The Unhappy End of the Public Oversight Board

Today, January 22, 2002, we happened across a New York Times business diary item that dated to Sunday, November 25, 2001 about the Public Oversight Board, the accounting industry's watchdog group. At that time, the Board was meeting to consider 'whether reviews of audits being conducted by accounting firms adequately safeguard the public interest.'

Curiosity aroused, I next found the letter from Rep. John Dingell of Michigan written to the chairman of the Public Oversight Board, Charles Bowsher. Note that not quite a year ago, the Board, founded in 1977, announced agreement on a

"Charter aimed at strengthening and broadening its oversight of the auditing profession's self-regulatory programs and standard setting processes. The POB and the AICPA have formally approved the Charter after extensive discussions between both organizations, the SEC Practice Section, the large auditing firms and the SEC.

This is an important milestone in the history of the self-regulatory system of the accounting profession."

Finally, in the form of an announcement released on January 20th, 2002, the board's denouement is laid out, or could it be that POB will be heard from in subsequent Enron hearings and reports?


 

"About the POB

The Public Oversight Board (POB) is the cornerstone of the self-regulatory system that oversees the accounting profession in the United States. The POB exists to help assure regulators, investors and the public at large that audited financial statements of public corporations can be relied upon to provide an accurate picture of the financial health of those companies.

The POB was created in 1977 as an independent private sector body charged with overseeing and reporting on the programs of the SEC Practice Section (SECPS), also created in 1977 by the American Institute of Certified Public Accountants. The SECPS is composed of accounting firms that audit the financial statements of some 17,000 public corporations that file reports with the Securities and Exchange Commission. The SECPS establishes quality control requirements for member firms. In this regard, it requires that each member firm undergo peer review every three years. It also reviews allegations of audit failure to determine if there is any breakdown in a firm's quality control system.

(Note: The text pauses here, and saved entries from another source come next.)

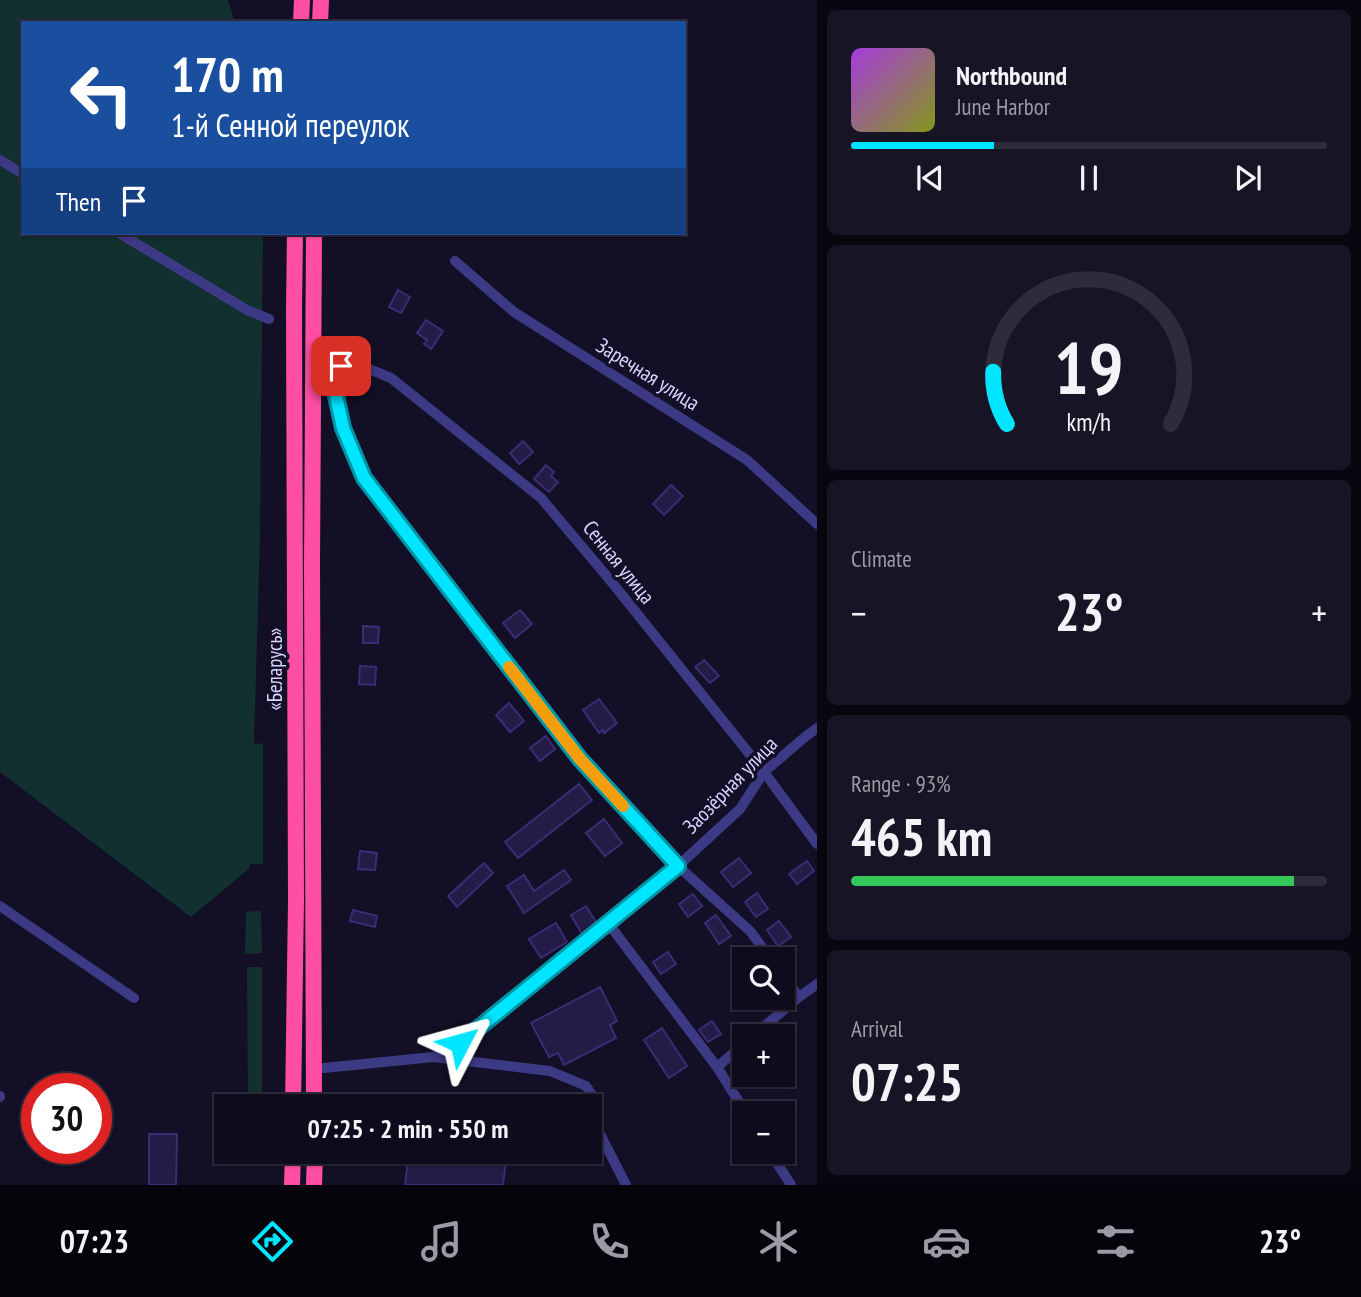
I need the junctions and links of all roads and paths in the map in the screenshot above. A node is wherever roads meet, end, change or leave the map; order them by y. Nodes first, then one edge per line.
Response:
1 (302, 0) edge
2 (321, 0) edge
3 (300, 21) edge
4 (320, 21) edge
5 (0, 160) edge
6 (21, 173) edge
7 (122, 235) edge
8 (295, 235) edge
9 (314, 235) edge
10 (455, 261) dead end
11 (269, 319) dead end
12 (817, 524) edge
13 (817, 729) edge
14 (764, 772) junction
15 (817, 844) edge
16 (678, 866) junction
17 (0, 906) edge
18 (608, 923) junction
19 (762, 947) edge
20 (817, 984) edge
21 (795, 992) edge
22 (799, 997) junction
23 (134, 998) dead end
24 (767, 1024) edge
25 (732, 1054) edge
26 (433, 1057) junction
27 (717, 1067) junction
28 (314, 1069) junction
29 (293, 1094) edge
30 (314, 1094) edge
31 (738, 1101) edge
32 (293, 1164) edge
33 (315, 1164) edge
34 (778, 1164) edge
35 (292, 1185) edge
36 (314, 1185) edge
37 (626, 1185) edge
38 (791, 1185) edge

1 - 3 highway
2 - 4 highway
5 - 6 street
7 - 11 street
8 - 29 highway, «Беларусь»
9 - 28 highway, «Беларусь»
10 - 12 street, Заречная улица
13 - 14 street, Заозёрная улица
14 - 15 street, Сенная улица
14 - 16 street, Заозёрная улица
14 - 16 street, Сенная улица
16 - 18 street, Заозёрная улица
16 - 19 street
17 - 23 street
18 - 26 street, Заозёрная улица
18 - 27 street
20 - 22 street
21 - 22 street
22 - 24 street
25 - 27 street
26 - 28 street, Заозёрная улица
26 - 37 street, Заозёрная улица
27 - 31 street
28 - 30 highway, «Беларусь»
32 - 35 highway
33 - 36 highway
34 - 38 street

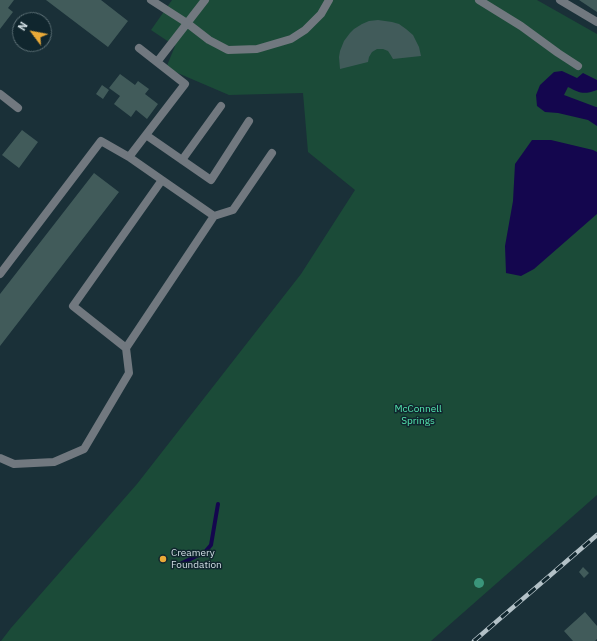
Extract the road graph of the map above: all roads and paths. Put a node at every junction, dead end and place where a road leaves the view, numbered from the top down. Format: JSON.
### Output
{"nodes":[{"id":1,"x":150,"y":0,"type":"edge"},
{"id":2,"x":205,"y":0,"type":"edge"},
{"id":3,"x":329,"y":0,"type":"edge"},
{"id":4,"x":479,"y":0,"type":"edge"},
{"id":5,"x":560,"y":0,"type":"edge"},
{"id":6,"x":597,"y":22,"type":"edge"},
{"id":7,"x":187,"y":23,"type":"junction"},
{"id":8,"x":139,"y":48,"type":"dead end"},
{"id":9,"x":157,"y":62,"type":"junction"},
{"id":10,"x":578,"y":66,"type":"dead end"},
{"id":11,"x":0,"y":94,"type":"edge"},
{"id":12,"x":221,"y":106,"type":"dead end"},
{"id":13,"x":18,"y":108,"type":"dead end"},
{"id":14,"x":249,"y":121,"type":"dead end"},
{"id":15,"x":146,"y":135,"type":"junction"},
{"id":16,"x":272,"y":153,"type":"dead end"},
{"id":17,"x":130,"y":157,"type":"junction"},
{"id":18,"x":182,"y":160,"type":"junction"},
{"id":19,"x":162,"y":180,"type":"junction"},
{"id":20,"x":214,"y":216,"type":"junction"},
{"id":21,"x":0,"y":274,"type":"edge"},
{"id":22,"x":126,"y":348,"type":"junction"},
{"id":23,"x":0,"y":458,"type":"edge"}],
"edges":[{"from":1,"to":7,"type":"street"},
{"from":2,"to":7,"type":"street"},
{"from":3,"to":7,"type":"street"},
{"from":4,"to":10,"type":"street"},
{"from":5,"to":6,"type":"street"},
{"from":7,"to":9,"type":"street"},
{"from":8,"to":9,"type":"street"},
{"from":9,"to":15,"type":"street"},
{"from":11,"to":13,"type":"street"},
{"from":12,"to":18,"type":"street"},
{"from":14,"to":18,"type":"street"},
{"from":15,"to":17,"type":"street"},
{"from":15,"to":18,"type":"street"},
{"from":16,"to":20,"type":"street"},
{"from":17,"to":19,"type":"street"},
{"from":17,"to":21,"type":"street"},
{"from":19,"to":20,"type":"street"},
{"from":19,"to":22,"type":"street"},
{"from":20,"to":22,"type":"street"},
{"from":22,"to":23,"type":"street"}]}
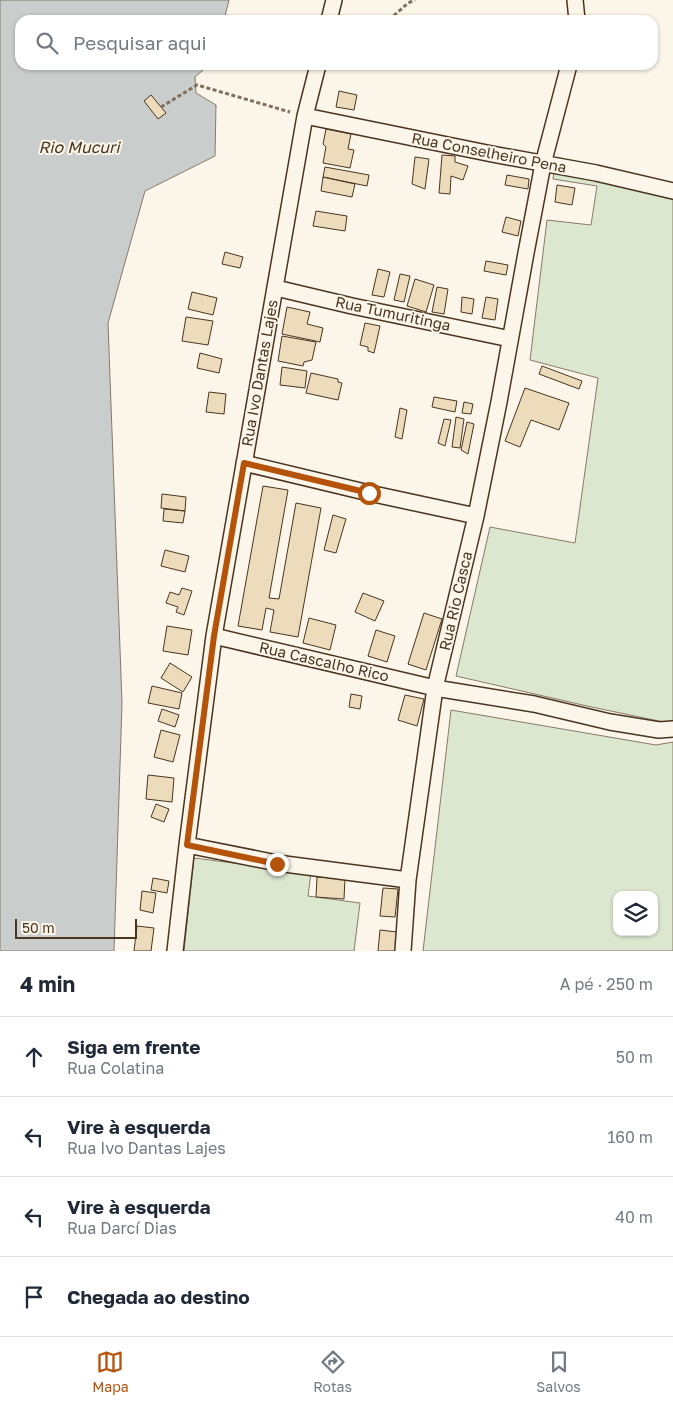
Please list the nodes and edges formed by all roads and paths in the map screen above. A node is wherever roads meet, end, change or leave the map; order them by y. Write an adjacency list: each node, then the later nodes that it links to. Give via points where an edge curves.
1 (334, 0): 4 (street)
2 (415, 0): 5 (path)
3 (575, 0): 6 (street)
4 (330, 15)
5 (395, 15)
6 (576, 15)
7 (317, 70): 10 (street, Rua Ivo Dantas Lajes)
8 (568, 70): 11 (street, Rua Rio Casca)
9 (160, 107): 10 (path, via 197,85)
10 (305, 116): 11 (street, Rua Conselheiro Pena); 13 (street, Rua Ivo Dantas Lajes)
11 (543, 164): 12 (street, Rua Conselheiro Pena); 14 (street, Rua Rio Casca)
12 (673, 191)
13 (276, 288): 14 (street, Rua Tumuritinga); 15 (street, Rua Ivo Dantas Lajes)
14 (510, 339): 16 (street, Rua Rio Casca)
15 (244, 463): 16 (street); 17 (street, Rua Ivo Dantas Lajes)
16 (476, 516): 18 (street, Rua Rio Casca)
17 (214, 636): 18 (street, Rua Cascalho Rico); 20 (street, Rua Ivo Dantas Lajes)
18 (435, 688): 19 (street, Rua Cascalho Rico, via 534,704 610,722 659,730); 21 (street, Rua Rio Casca)
19 (673, 729)
20 (187, 845): 21 (street, via 277,864); 22 (street, Rua Ivo Dantas Lajes)
21 (408, 880): 23 (street, Rua Rio Casca)
22 (175, 951)
23 (402, 951)

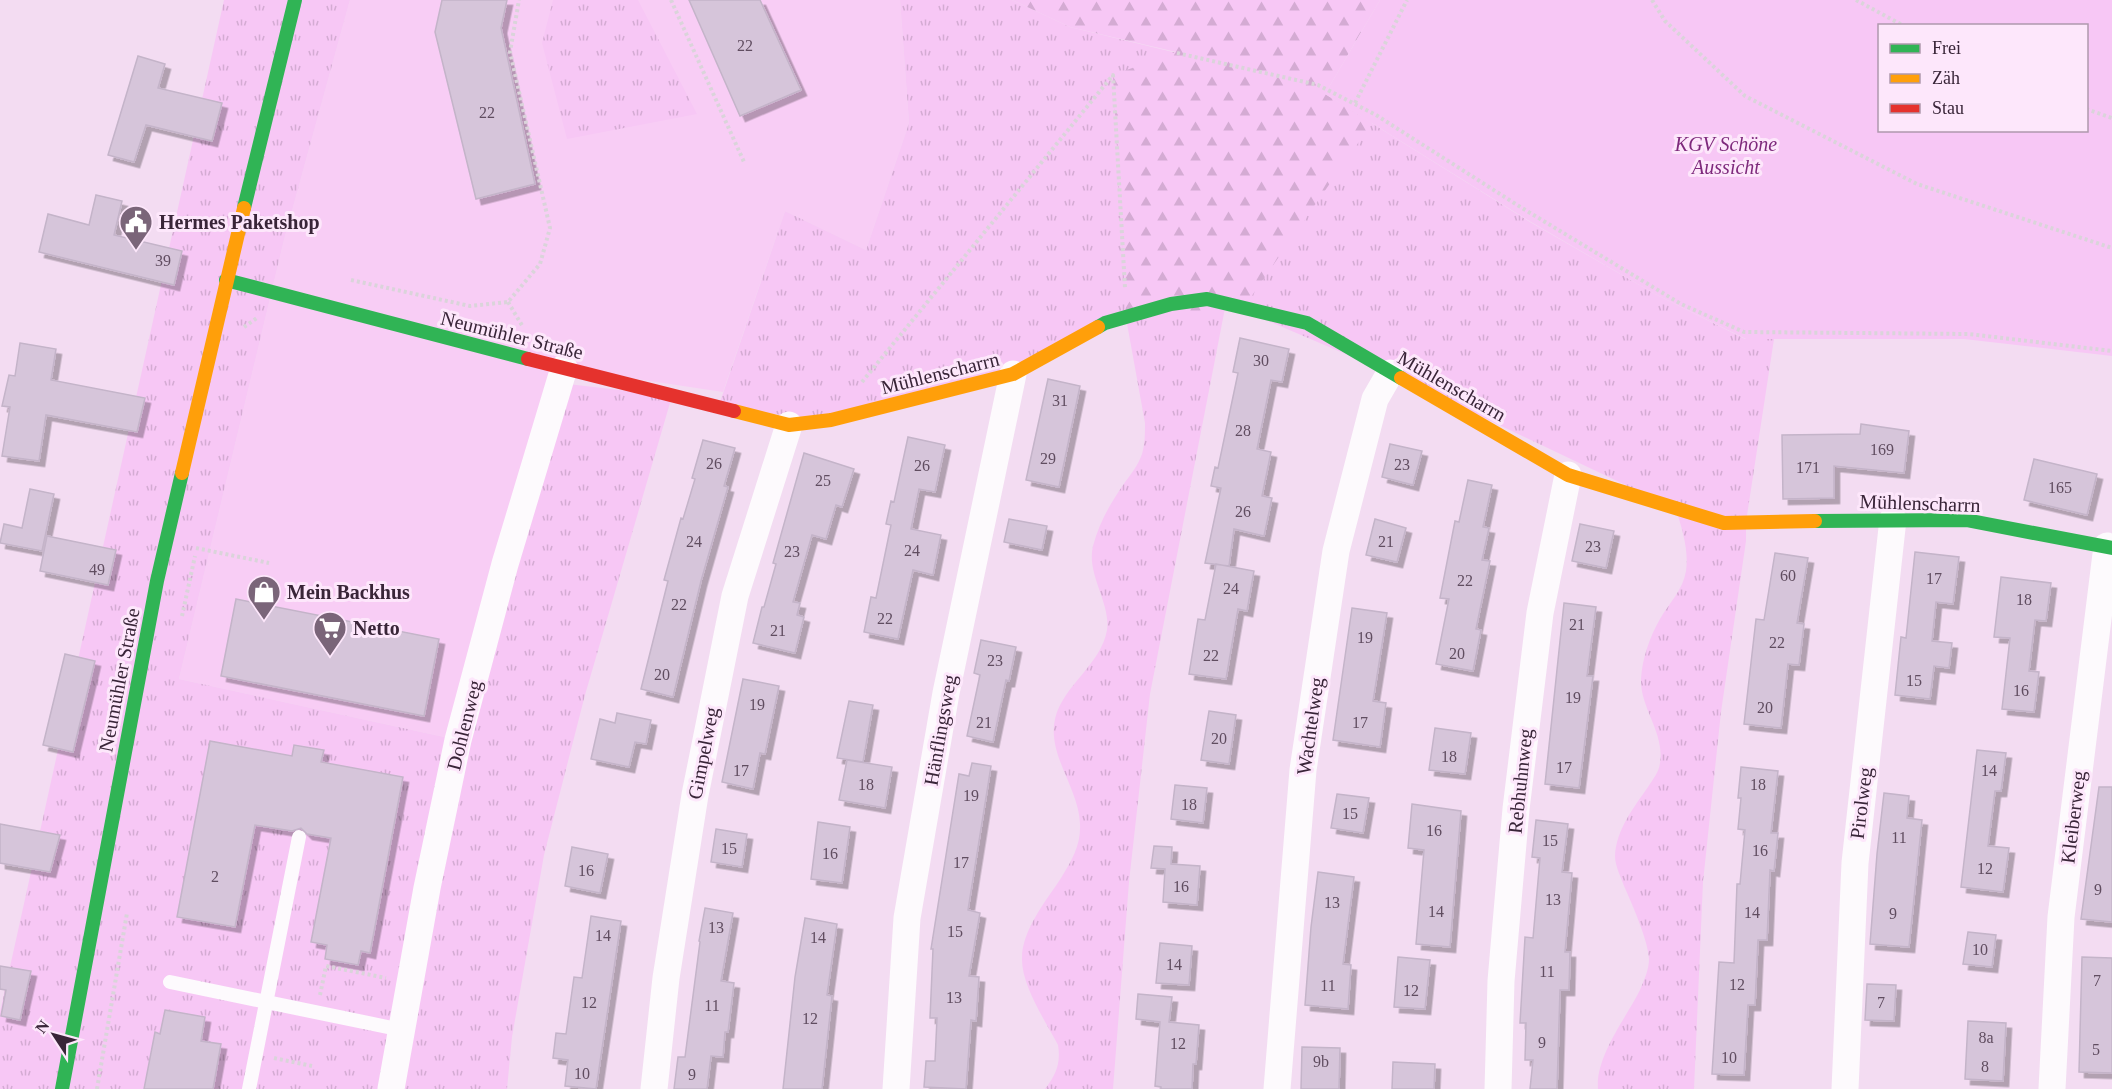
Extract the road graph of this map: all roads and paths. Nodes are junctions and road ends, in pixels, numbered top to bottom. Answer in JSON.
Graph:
{"nodes":[{"id":1,"x":296,"y":0,"type":"edge"},
{"id":2,"x":519,"y":0,"type":"edge"},
{"id":3,"x":671,"y":0,"type":"edge"},
{"id":4,"x":1407,"y":0,"type":"edge"},
{"id":5,"x":1652,"y":0,"type":"edge"},
{"id":6,"x":1856,"y":0,"type":"edge"},
{"id":7,"x":1900,"y":24,"type":"edge"},
{"id":8,"x":1177,"y":52,"type":"dead end"},
{"id":9,"x":1354,"y":103,"type":"junction"},
{"id":10,"x":2088,"y":110,"type":"edge"},
{"id":11,"x":2112,"y":118,"type":"edge"},
{"id":12,"x":744,"y":162,"type":"dead end"},
{"id":13,"x":2112,"y":248,"type":"edge"},
{"id":14,"x":346,"y":279,"type":"dead end"},
{"id":15,"x":226,"y":280,"type":"junction"},
{"id":16,"x":249,"y":286,"type":"junction"},
{"id":17,"x":261,"y":315,"type":"dead end"},
{"id":18,"x":1126,"y":317,"type":"junction"},
{"id":19,"x":2112,"y":351,"type":"edge"},
{"id":20,"x":564,"y":368,"type":"junction"},
{"id":21,"x":1390,"y":373,"type":"junction"},
{"id":22,"x":1013,"y":374,"type":"junction"},
{"id":23,"x":861,"y":384,"type":"dead end"},
{"id":24,"x":789,"y":425,"type":"junction"},
{"id":25,"x":1568,"y":475,"type":"junction"},
{"id":26,"x":1893,"y":519,"type":"junction"},
{"id":27,"x":199,"y":537,"type":"dead end"},
{"id":28,"x":2110,"y":547,"type":"edge"},
{"id":29,"x":196,"y":548,"type":"junction"},
{"id":30,"x":268,"y":563,"type":"dead end"},
{"id":31,"x":180,"y":626,"type":"dead end"},
{"id":32,"x":299,"y":837,"type":"dead end"},
{"id":33,"x":127,"y":913,"type":"dead end"},
{"id":34,"x":170,"y":982,"type":"dead end"},
{"id":35,"x":410,"y":983,"type":"junction"},
{"id":36,"x":266,"y":1002,"type":"junction"},
{"id":37,"x":316,"y":1012,"type":"junction"},
{"id":38,"x":402,"y":1030,"type":"junction"},
{"id":39,"x":256,"y":1054,"type":"junction"},
{"id":40,"x":312,"y":1066,"type":"dead end"},
{"id":41,"x":62,"y":1089,"type":"edge"},
{"id":42,"x":98,"y":1089,"type":"edge"},
{"id":43,"x":249,"y":1089,"type":"edge"},
{"id":44,"x":391,"y":1089,"type":"edge"},
{"id":45,"x":654,"y":1089,"type":"edge"},
{"id":46,"x":896,"y":1089,"type":"edge"},
{"id":47,"x":1277,"y":1089,"type":"edge"},
{"id":48,"x":1498,"y":1089,"type":"edge"},
{"id":49,"x":1845,"y":1089,"type":"edge"},
{"id":50,"x":2052,"y":1089,"type":"edge"}],
"edges":[{"from":1,"to":15,"type":"street","name":"Neumühler Straße"},
{"from":2,"to":14,"type":"path"},
{"from":3,"to":12,"type":"path"},
{"from":4,"to":9,"type":"path"},
{"from":5,"to":13,"type":"path"},
{"from":6,"to":7,"type":"path"},
{"from":8,"to":9,"type":"path"},
{"from":9,"to":19,"type":"path"},
{"from":10,"to":11,"type":"path"},
{"from":15,"to":16,"type":"street","name":"Neumühler Straße"},
{"from":15,"to":41,"type":"street","name":"Neumühler Straße"},
{"from":16,"to":17,"type":"path"},
{"from":16,"to":20,"type":"street","name":"Neumühler Straße"},
{"from":18,"to":21,"type":"street","name":"Mühlenscharrn"},
{"from":18,"to":22,"type":"street","name":"Mühlenscharrn"},
{"from":18,"to":23,"type":"path"},
{"from":20,"to":24,"type":"street","name":"Neumühler Straße"},
{"from":20,"to":35,"type":"street","name":"Dohlenweg"},
{"from":21,"to":25,"type":"street","name":"Mühlenscharrn"},
{"from":21,"to":47,"type":"street","name":"Wachtelweg"},
{"from":22,"to":24,"type":"street","name":"Mühlenscharrn"},
{"from":22,"to":46,"type":"street","name":"Hänflingsweg"},
{"from":24,"to":45,"type":"street","name":"Gimpelweg"},
{"from":25,"to":26,"type":"street","name":"Mühlenscharrn"},
{"from":25,"to":48,"type":"street","name":"Rebhuhnweg"},
{"from":26,"to":28,"type":"street","name":"Mühlenscharrn"},
{"from":26,"to":49,"type":"street","name":"Pirolweg"},
{"from":27,"to":29,"type":"path"},
{"from":28,"to":50,"type":"street","name":"Kleiberweg"},
{"from":29,"to":30,"type":"path"},
{"from":29,"to":31,"type":"path"},
{"from":32,"to":36,"type":"lane"},
{"from":33,"to":42,"type":"path"},
{"from":34,"to":36,"type":"lane"},
{"from":35,"to":37,"type":"path"},
{"from":35,"to":38,"type":"street","name":"Dohlenweg"},
{"from":36,"to":37,"type":"lane"},
{"from":36,"to":39,"type":"lane"},
{"from":37,"to":38,"type":"lane"},
{"from":38,"to":44,"type":"street","name":"Dohlenweg"},
{"from":39,"to":40,"type":"path"},
{"from":39,"to":43,"type":"lane"}]}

In February of 2001, a Charter for the POB was announced which strengthens and broadens the Board's oversight of the accounting profession. The Charter authorizes the POB to oversee not only the SEC Practice Section, but also the Auditing Standards Board and the Independence Standards Board.

Funded by dues paid by SECPS members, the POB is autonomous. The five board members represent a broad spectrum of business, professional, regulatory, and legislative experience. Its independence is assured by the power to set its own budget, establish its own operating procedures, and appoint its own members, chairperson, and staff.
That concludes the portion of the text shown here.